#### WHAT IS REQUIRED:
Pull out every line below that holds the word "STEVENS".

Collected data
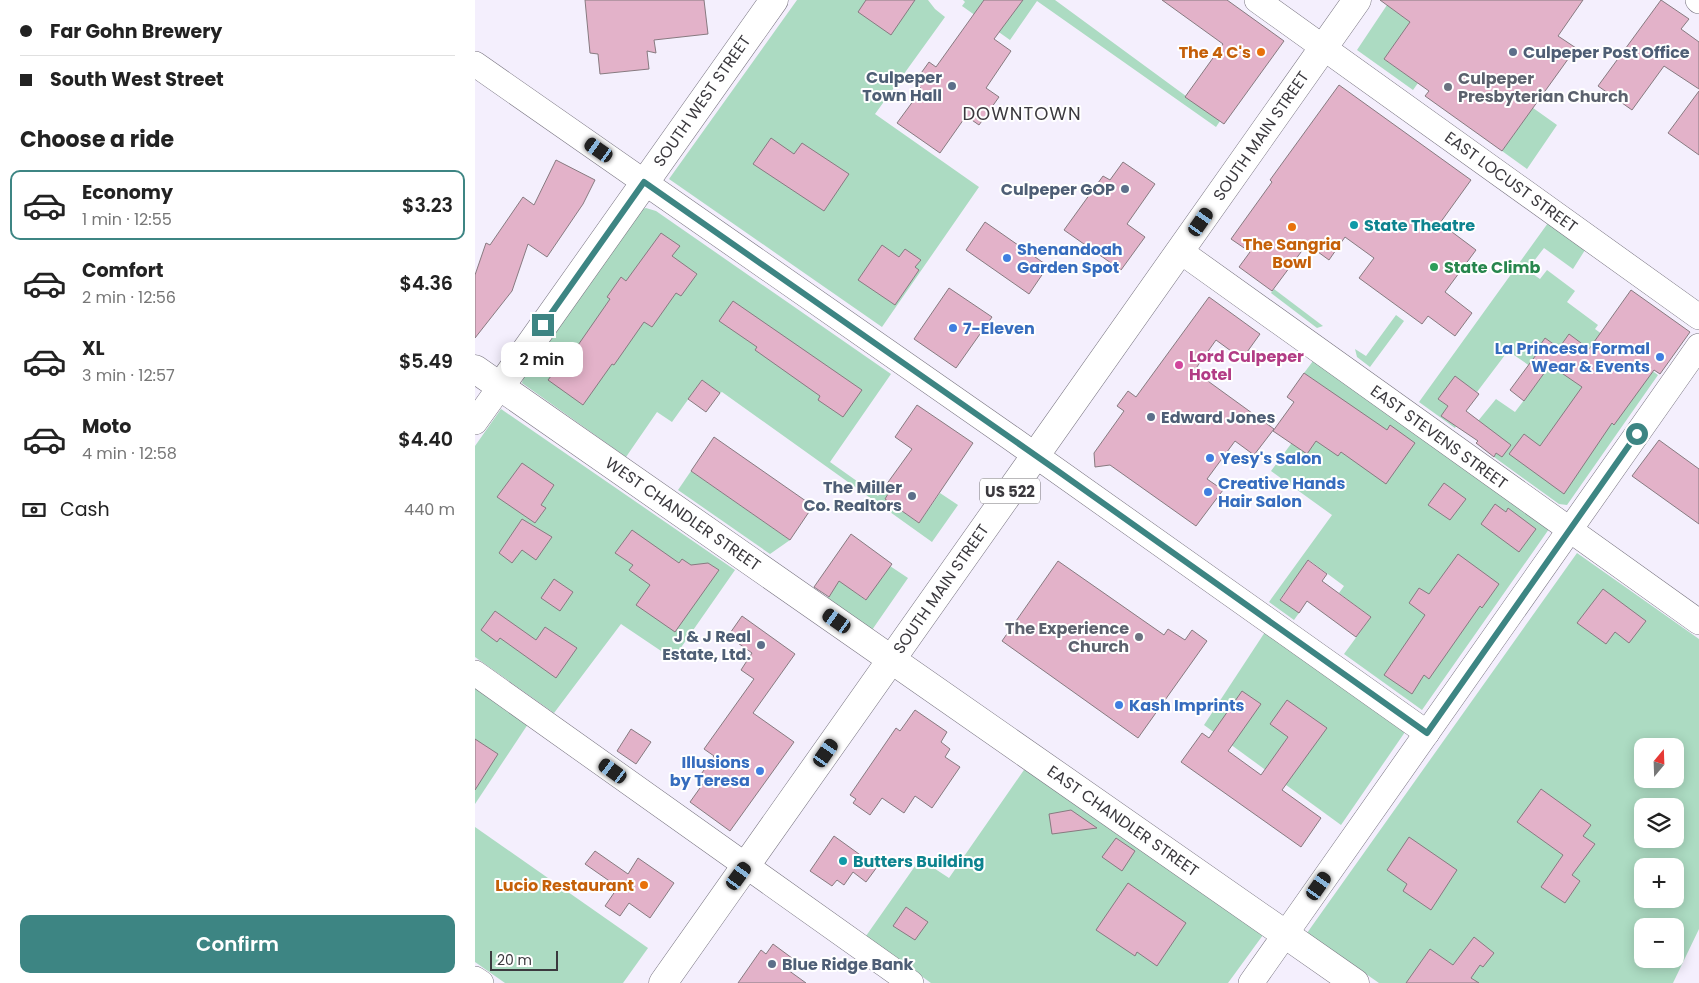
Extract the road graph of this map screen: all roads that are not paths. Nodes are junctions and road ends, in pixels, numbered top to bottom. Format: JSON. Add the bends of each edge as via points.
{"nodes":[{"id":1,"x":773,"y":0,"type":"edge"},
{"id":2,"x":1257,"y":0,"type":"edge"},
{"id":3,"x":1357,"y":0,"type":"edge"},
{"id":4,"x":1323,"y":48,"type":"junction"},
{"id":5,"x":475,"y":64,"type":"edge"},
{"id":6,"x":644,"y":182,"type":"junction"},
{"id":7,"x":1180,"y":251,"type":"junction"},
{"id":8,"x":1699,"y":317,"type":"edge"},
{"id":9,"x":1699,"y":346,"type":"edge"},
{"id":10,"x":475,"y":369,"type":"edge"},
{"id":11,"x":500,"y":387,"type":"junction"},
{"id":12,"x":475,"y":422,"type":"edge"},
{"id":13,"x":1036,"y":455,"type":"junction"},
{"id":14,"x":1569,"y":531,"type":"junction"},
{"id":15,"x":1699,"y":622,"type":"edge"},
{"id":16,"x":891,"y":660,"type":"junction"},
{"id":17,"x":475,"y":674,"type":"edge"},
{"id":18,"x":1427,"y":733,"type":"junction"},
{"id":19,"x":746,"y":866,"type":"junction"},
{"id":20,"x":1285,"y":934,"type":"junction"},
{"id":21,"x":475,"y":979,"type":"edge"},
{"id":22,"x":481,"y":983,"type":"edge"},
{"id":23,"x":663,"y":983,"type":"edge"},
{"id":24,"x":911,"y":983,"type":"edge"},
{"id":25,"x":1251,"y":983,"type":"edge"},
{"id":26,"x":1355,"y":983,"type":"edge"}],
"edges":[{"from":1,"to":6,"type":"street","name":"SOUTH WEST STREET"},
{"from":2,"to":4,"type":"street","name":"EAST LOCUST STREET"},
{"from":3,"to":4,"type":"street","name":"SOUTH MAIN STREET","number":"US 522"},
{"from":4,"to":7,"type":"street","name":"SOUTH MAIN STREET","number":"US 522"},
{"from":4,"to":8,"type":"street","name":"EAST LOCUST STREET"},
{"from":5,"to":6,"type":"street"},
{"from":6,"to":11,"type":"street","name":"SOUTH WEST STREET"},
{"from":6,"to":13,"type":"street"},
{"from":7,"to":13,"type":"street","name":"SOUTH MAIN STREET","number":"US 522"},
{"from":7,"to":14,"type":"street","name":"EAST STEVENS STREET"},
{"from":9,"to":14,"type":"street"},
{"from":10,"to":11,"type":"street","name":"WEST CHANDLER STREET"},
{"from":11,"to":12,"type":"street","name":"SOUTH WEST STREET"},
{"from":11,"to":16,"type":"street","name":"WEST CHANDLER STREET"},
{"from":13,"to":16,"type":"street","name":"SOUTH MAIN STREET","number":"US 522"},
{"from":13,"to":18,"type":"street"},
{"from":14,"to":15,"type":"street","name":"EAST STEVENS STREET"},
{"from":14,"to":18,"type":"street"},
{"from":16,"to":19,"type":"street","name":"SOUTH MAIN STREET","number":"US 522"},
{"from":16,"to":20,"type":"street","name":"EAST CHANDLER STREET"},
{"from":17,"to":19,"type":"street"},
{"from":18,"to":20,"type":"street"},
{"from":19,"to":23,"type":"street","name":"SOUTH MAIN STREET","number":"US 522"},
{"from":19,"to":24,"type":"street"},
{"from":20,"to":25,"type":"street"},
{"from":20,"to":26,"type":"street","name":"EAST CHANDLER STREET"},
{"from":21,"to":22,"type":"street"}]}
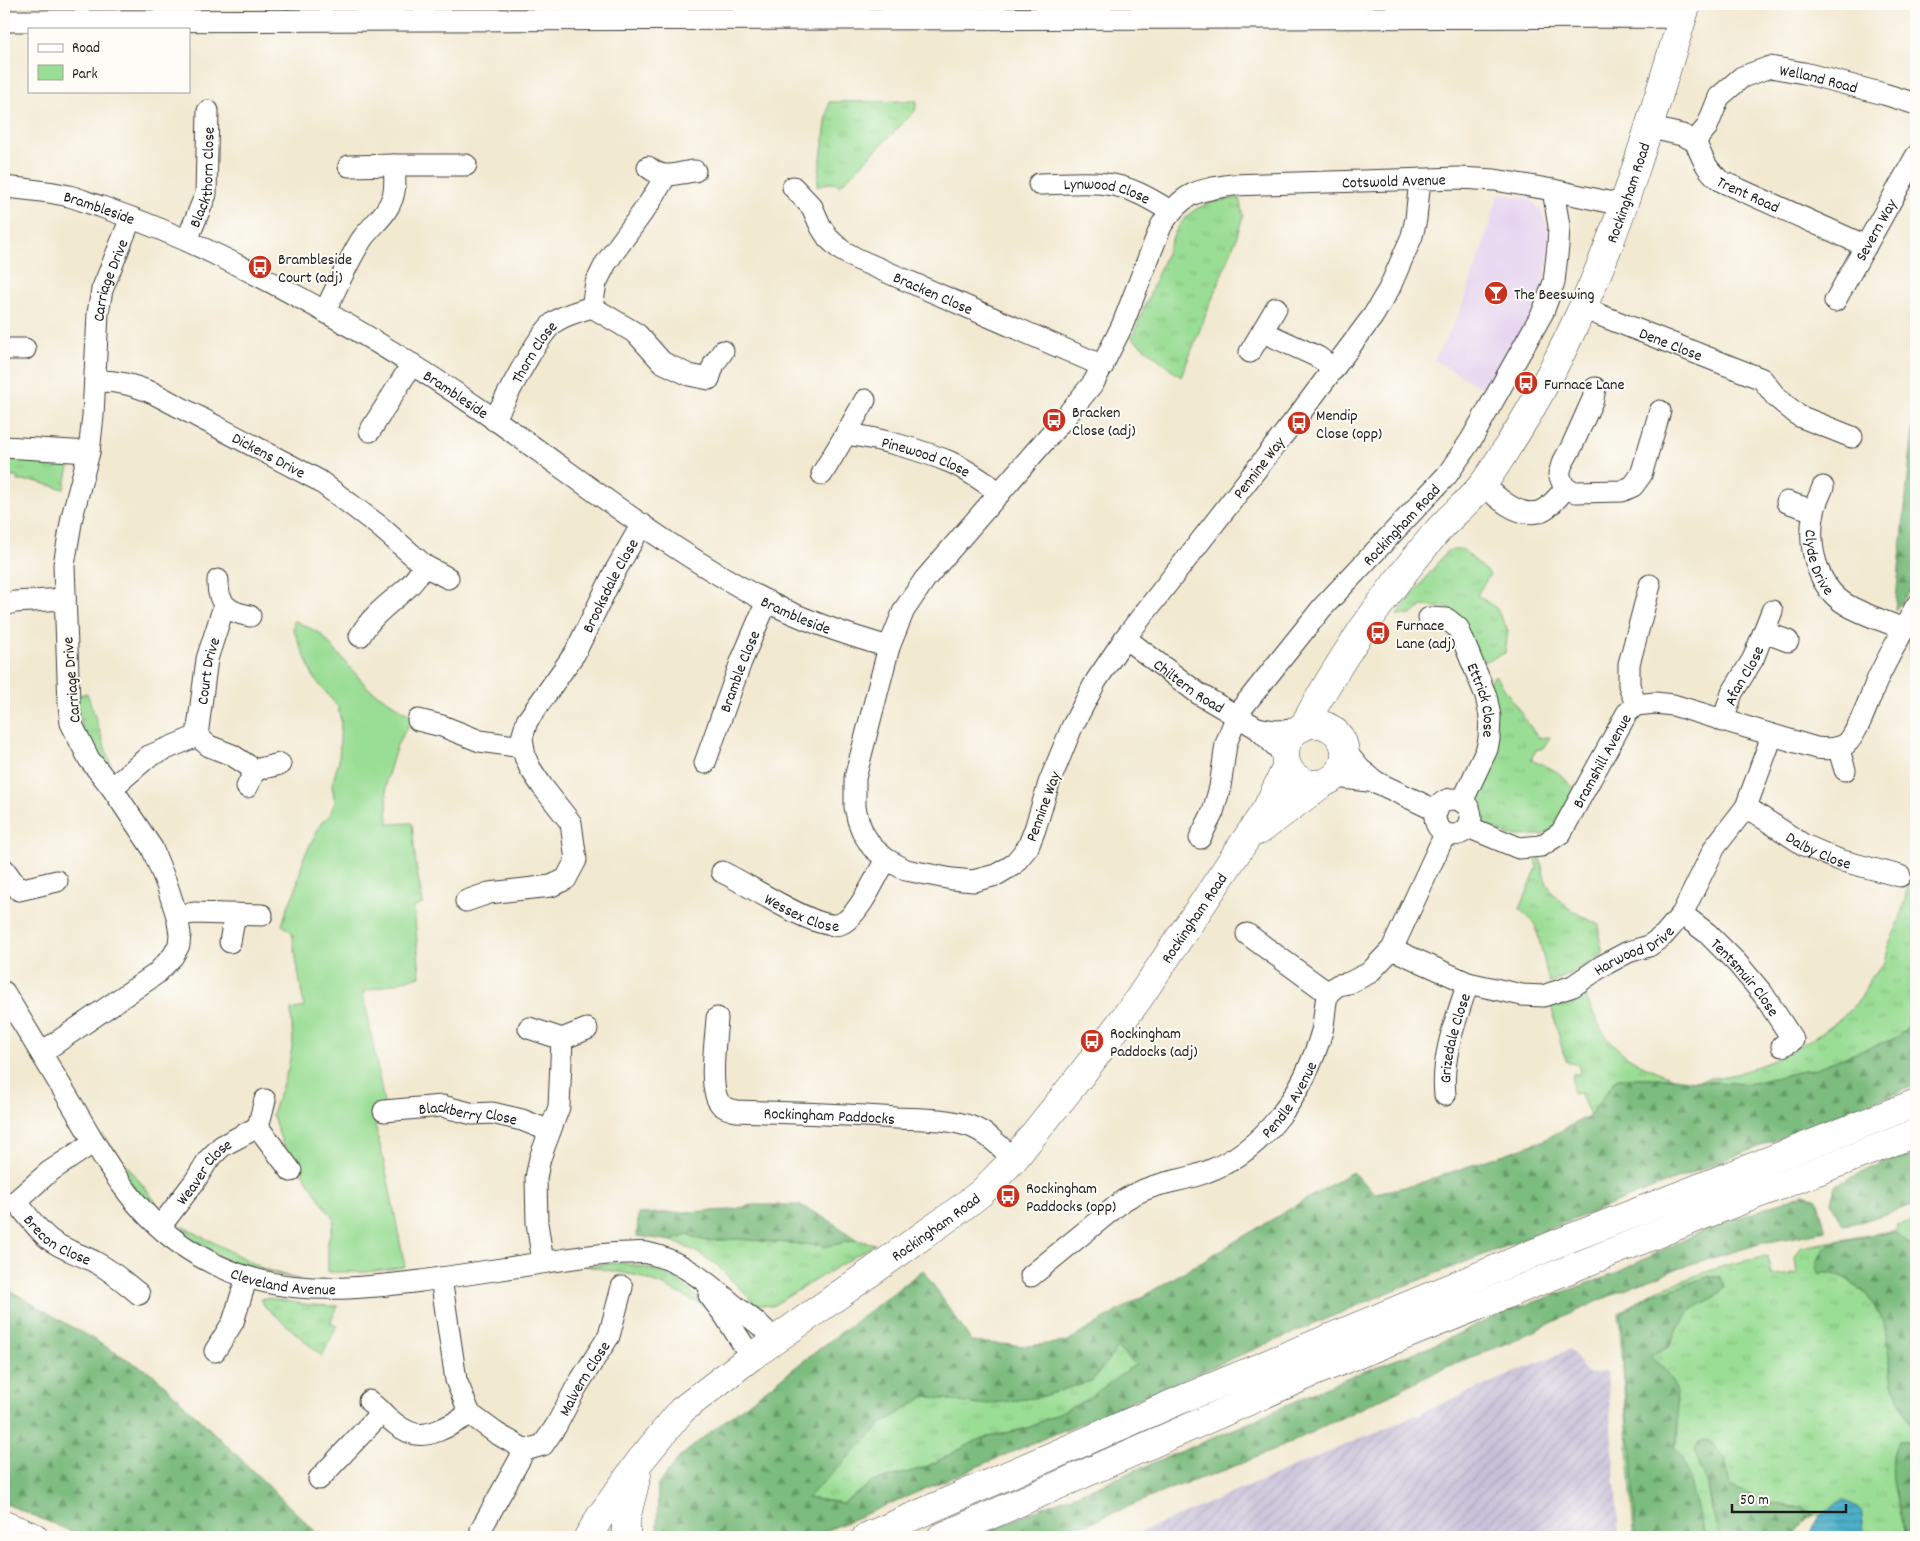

#### WRITTEN SOLUTION:
{"from":7,"to":14,"type":"street","name":"EAST STEVENS STREET"},
{"from":14,"to":15,"type":"street","name":"EAST STEVENS STREET"},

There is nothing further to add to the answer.